In practice after pushing the block size above some threshold, the network propagation time, old block processing in full nodes and new transaction processing in miners will start to saturate their computing capacity. That threshold would be your throughput limit. The problem is, that this highly depends on the network participants (i.e. if full nodes are big machines with plenty of bandwidth, this will be high; whereas small nodes with little bandwidth draw this downwards).
All in all you could measure some throughput for your own private network, but it won't be even remotely reflective of the main network (which may be higher or lower). The only way to accurately measure the main networks capacity is to essentially SPAM it full of transactions, which would cost you an enormous amount.
Before the Frontier launch (since when a ton of polishes, fixes, performance tunings, optimizations went in) we had an Olympic test network in place and gave out prizes to try and break/overload stuff. Then I think we reached a throughput of about 25 TPS, but again, that was a fraction of our current network size and resources, the influence of which we have no idea of.
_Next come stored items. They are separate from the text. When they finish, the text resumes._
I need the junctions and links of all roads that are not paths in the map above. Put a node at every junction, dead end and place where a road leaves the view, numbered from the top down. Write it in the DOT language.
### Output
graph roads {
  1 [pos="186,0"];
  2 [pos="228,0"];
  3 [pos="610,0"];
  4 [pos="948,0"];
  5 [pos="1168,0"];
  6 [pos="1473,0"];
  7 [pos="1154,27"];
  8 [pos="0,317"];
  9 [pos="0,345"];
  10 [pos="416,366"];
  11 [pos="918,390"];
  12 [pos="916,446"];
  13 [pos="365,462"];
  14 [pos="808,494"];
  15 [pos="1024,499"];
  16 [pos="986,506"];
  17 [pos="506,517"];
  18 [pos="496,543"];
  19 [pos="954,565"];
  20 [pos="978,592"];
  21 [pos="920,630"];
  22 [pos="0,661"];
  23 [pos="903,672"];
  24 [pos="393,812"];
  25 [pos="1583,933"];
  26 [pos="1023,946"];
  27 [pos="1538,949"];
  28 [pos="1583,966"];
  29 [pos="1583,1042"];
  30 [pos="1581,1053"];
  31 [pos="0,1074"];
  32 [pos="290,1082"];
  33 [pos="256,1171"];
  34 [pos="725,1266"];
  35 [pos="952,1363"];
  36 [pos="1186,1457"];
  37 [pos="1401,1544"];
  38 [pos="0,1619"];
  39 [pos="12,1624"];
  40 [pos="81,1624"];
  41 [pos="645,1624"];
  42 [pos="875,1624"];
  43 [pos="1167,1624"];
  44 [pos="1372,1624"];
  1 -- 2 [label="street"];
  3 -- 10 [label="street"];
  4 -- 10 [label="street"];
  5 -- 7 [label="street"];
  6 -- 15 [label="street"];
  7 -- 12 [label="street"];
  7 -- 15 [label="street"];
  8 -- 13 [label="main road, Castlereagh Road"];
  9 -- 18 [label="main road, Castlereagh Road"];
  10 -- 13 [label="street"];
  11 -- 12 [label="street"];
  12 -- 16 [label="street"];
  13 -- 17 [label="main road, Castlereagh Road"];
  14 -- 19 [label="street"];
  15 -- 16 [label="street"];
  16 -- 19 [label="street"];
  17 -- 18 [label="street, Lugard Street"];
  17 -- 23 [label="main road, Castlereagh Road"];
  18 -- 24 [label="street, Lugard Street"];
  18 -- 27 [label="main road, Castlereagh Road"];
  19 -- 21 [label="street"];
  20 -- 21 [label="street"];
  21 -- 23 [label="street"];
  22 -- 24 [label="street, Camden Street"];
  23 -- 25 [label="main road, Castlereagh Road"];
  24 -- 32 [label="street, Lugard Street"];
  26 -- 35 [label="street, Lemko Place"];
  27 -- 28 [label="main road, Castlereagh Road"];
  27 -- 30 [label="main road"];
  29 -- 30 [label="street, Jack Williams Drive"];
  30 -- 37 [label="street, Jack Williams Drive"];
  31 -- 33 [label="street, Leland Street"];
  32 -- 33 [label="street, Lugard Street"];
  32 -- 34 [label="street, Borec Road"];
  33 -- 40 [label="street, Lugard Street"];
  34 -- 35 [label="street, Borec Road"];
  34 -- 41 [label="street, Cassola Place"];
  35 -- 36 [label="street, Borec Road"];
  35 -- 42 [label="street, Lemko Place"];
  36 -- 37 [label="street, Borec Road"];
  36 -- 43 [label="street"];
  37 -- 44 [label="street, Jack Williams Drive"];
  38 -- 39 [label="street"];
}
The record for the main net (i.e. real, paid transactions) was something along 8 TPS, but that didn't even dent the system.
At eris, we've been working on a benchmarking suite.
The basic idea we pursue is to first establish a network of set configuration suite (same data center, various node numbers, cross data centers, cross cloud providers, etc.).
Then we run that network against a set number of transactions (basically flog the mempool) where txes are randomly sent via various network nodes.
Later we add a set suite of basic contracts and flog the mempool with call tx's.
Within a few months we'll have the test framework stable enough for open sourcing and reporting on more fully.
We don't do it on our side, but assume a similar paradigm would work for both geth and hydra clients.